[Opening Supplied material section]
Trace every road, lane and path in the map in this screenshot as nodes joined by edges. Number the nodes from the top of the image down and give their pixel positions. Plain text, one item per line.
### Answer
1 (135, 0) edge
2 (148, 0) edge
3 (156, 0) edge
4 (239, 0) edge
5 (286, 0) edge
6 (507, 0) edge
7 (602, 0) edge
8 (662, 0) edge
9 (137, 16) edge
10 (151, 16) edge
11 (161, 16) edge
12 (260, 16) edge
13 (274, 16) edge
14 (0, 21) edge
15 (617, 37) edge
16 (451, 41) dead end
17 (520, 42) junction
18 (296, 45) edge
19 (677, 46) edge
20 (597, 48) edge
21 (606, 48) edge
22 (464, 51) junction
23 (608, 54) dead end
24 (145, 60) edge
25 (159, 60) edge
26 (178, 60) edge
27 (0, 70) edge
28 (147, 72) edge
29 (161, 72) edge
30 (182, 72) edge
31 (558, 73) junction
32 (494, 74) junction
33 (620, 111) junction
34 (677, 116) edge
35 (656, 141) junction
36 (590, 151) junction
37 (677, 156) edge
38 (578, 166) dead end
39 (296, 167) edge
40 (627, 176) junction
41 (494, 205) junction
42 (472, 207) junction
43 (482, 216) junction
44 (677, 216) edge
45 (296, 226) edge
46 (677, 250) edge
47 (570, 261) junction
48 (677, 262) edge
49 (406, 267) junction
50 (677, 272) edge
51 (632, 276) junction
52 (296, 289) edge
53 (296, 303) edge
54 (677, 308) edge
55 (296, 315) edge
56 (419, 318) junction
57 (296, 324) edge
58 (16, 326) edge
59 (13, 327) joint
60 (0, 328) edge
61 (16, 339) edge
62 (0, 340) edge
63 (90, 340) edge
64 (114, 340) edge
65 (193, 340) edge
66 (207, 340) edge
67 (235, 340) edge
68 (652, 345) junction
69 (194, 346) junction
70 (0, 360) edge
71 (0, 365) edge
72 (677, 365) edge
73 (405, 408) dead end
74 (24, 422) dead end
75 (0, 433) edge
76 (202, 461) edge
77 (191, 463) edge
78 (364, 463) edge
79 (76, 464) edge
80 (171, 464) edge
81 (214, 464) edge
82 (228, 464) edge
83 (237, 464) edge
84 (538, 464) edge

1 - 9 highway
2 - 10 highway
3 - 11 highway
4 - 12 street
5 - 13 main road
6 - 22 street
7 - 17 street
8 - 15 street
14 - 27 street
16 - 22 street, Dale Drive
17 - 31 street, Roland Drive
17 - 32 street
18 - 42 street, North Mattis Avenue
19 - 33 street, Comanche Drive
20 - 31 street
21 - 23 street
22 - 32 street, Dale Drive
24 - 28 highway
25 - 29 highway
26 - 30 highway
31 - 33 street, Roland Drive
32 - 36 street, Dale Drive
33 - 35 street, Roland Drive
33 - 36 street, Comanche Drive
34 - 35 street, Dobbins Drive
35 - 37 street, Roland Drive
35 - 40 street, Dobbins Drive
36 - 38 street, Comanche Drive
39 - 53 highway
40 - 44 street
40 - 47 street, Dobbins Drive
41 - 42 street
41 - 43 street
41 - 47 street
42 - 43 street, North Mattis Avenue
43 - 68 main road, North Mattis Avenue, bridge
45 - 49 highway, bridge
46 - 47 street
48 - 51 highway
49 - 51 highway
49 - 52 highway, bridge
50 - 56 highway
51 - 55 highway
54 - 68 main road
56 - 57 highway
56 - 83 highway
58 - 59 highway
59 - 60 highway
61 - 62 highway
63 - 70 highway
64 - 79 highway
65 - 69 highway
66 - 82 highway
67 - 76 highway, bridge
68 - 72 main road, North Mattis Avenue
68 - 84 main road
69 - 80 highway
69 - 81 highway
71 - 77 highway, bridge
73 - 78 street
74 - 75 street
[Closing Supplied material section]
Retype the whole listing exactly.

Response to this exercise:
Trace every road, lane and path in the map in this screenshot as nodes joined by edges. Number the nodes from the top of the image down and give their pixel positions. Plain text, one item per line.
### Answer
1 (135, 0) edge
2 (148, 0) edge
3 (156, 0) edge
4 (239, 0) edge
5 (286, 0) edge
6 (507, 0) edge
7 (602, 0) edge
8 (662, 0) edge
9 (137, 16) edge
10 (151, 16) edge
11 (161, 16) edge
12 (260, 16) edge
13 (274, 16) edge
14 (0, 21) edge
15 (617, 37) edge
16 (451, 41) dead end
17 (520, 42) junction
18 (296, 45) edge
19 (677, 46) edge
20 (597, 48) edge
21 (606, 48) edge
22 (464, 51) junction
23 (608, 54) dead end
24 (145, 60) edge
25 (159, 60) edge
26 (178, 60) edge
27 (0, 70) edge
28 (147, 72) edge
29 (161, 72) edge
30 (182, 72) edge
31 (558, 73) junction
32 (494, 74) junction
33 (620, 111) junction
34 (677, 116) edge
35 (656, 141) junction
36 (590, 151) junction
37 (677, 156) edge
38 (578, 166) dead end
39 (296, 167) edge
40 (627, 176) junction
41 (494, 205) junction
42 (472, 207) junction
43 (482, 216) junction
44 (677, 216) edge
45 (296, 226) edge
46 (677, 250) edge
47 (570, 261) junction
48 (677, 262) edge
49 (406, 267) junction
50 (677, 272) edge
51 (632, 276) junction
52 (296, 289) edge
53 (296, 303) edge
54 (677, 308) edge
55 (296, 315) edge
56 (419, 318) junction
57 (296, 324) edge
58 (16, 326) edge
59 (13, 327) joint
60 (0, 328) edge
61 (16, 339) edge
62 (0, 340) edge
63 (90, 340) edge
64 (114, 340) edge
65 (193, 340) edge
66 (207, 340) edge
67 (235, 340) edge
68 (652, 345) junction
69 (194, 346) junction
70 (0, 360) edge
71 (0, 365) edge
72 (677, 365) edge
73 (405, 408) dead end
74 (24, 422) dead end
75 (0, 433) edge
76 (202, 461) edge
77 (191, 463) edge
78 (364, 463) edge
79 (76, 464) edge
80 (171, 464) edge
81 (214, 464) edge
82 (228, 464) edge
83 (237, 464) edge
84 (538, 464) edge

1 - 9 highway
2 - 10 highway
3 - 11 highway
4 - 12 street
5 - 13 main road
6 - 22 street
7 - 17 street
8 - 15 street
14 - 27 street
16 - 22 street, Dale Drive
17 - 31 street, Roland Drive
17 - 32 street
18 - 42 street, North Mattis Avenue
19 - 33 street, Comanche Drive
20 - 31 street
21 - 23 street
22 - 32 street, Dale Drive
24 - 28 highway
25 - 29 highway
26 - 30 highway
31 - 33 street, Roland Drive
32 - 36 street, Dale Drive
33 - 35 street, Roland Drive
33 - 36 street, Comanche Drive
34 - 35 street, Dobbins Drive
35 - 37 street, Roland Drive
35 - 40 street, Dobbins Drive
36 - 38 street, Comanche Drive
39 - 53 highway
40 - 44 street
40 - 47 street, Dobbins Drive
41 - 42 street
41 - 43 street
41 - 47 street
42 - 43 street, North Mattis Avenue
43 - 68 main road, North Mattis Avenue, bridge
45 - 49 highway, bridge
46 - 47 street
48 - 51 highway
49 - 51 highway
49 - 52 highway, bridge
50 - 56 highway
51 - 55 highway
54 - 68 main road
56 - 57 highway
56 - 83 highway
58 - 59 highway
59 - 60 highway
61 - 62 highway
63 - 70 highway
64 - 79 highway
65 - 69 highway
66 - 82 highway
67 - 76 highway, bridge
68 - 72 main road, North Mattis Avenue
68 - 84 main road
69 - 80 highway
69 - 81 highway
71 - 77 highway, bridge
73 - 78 street
74 - 75 street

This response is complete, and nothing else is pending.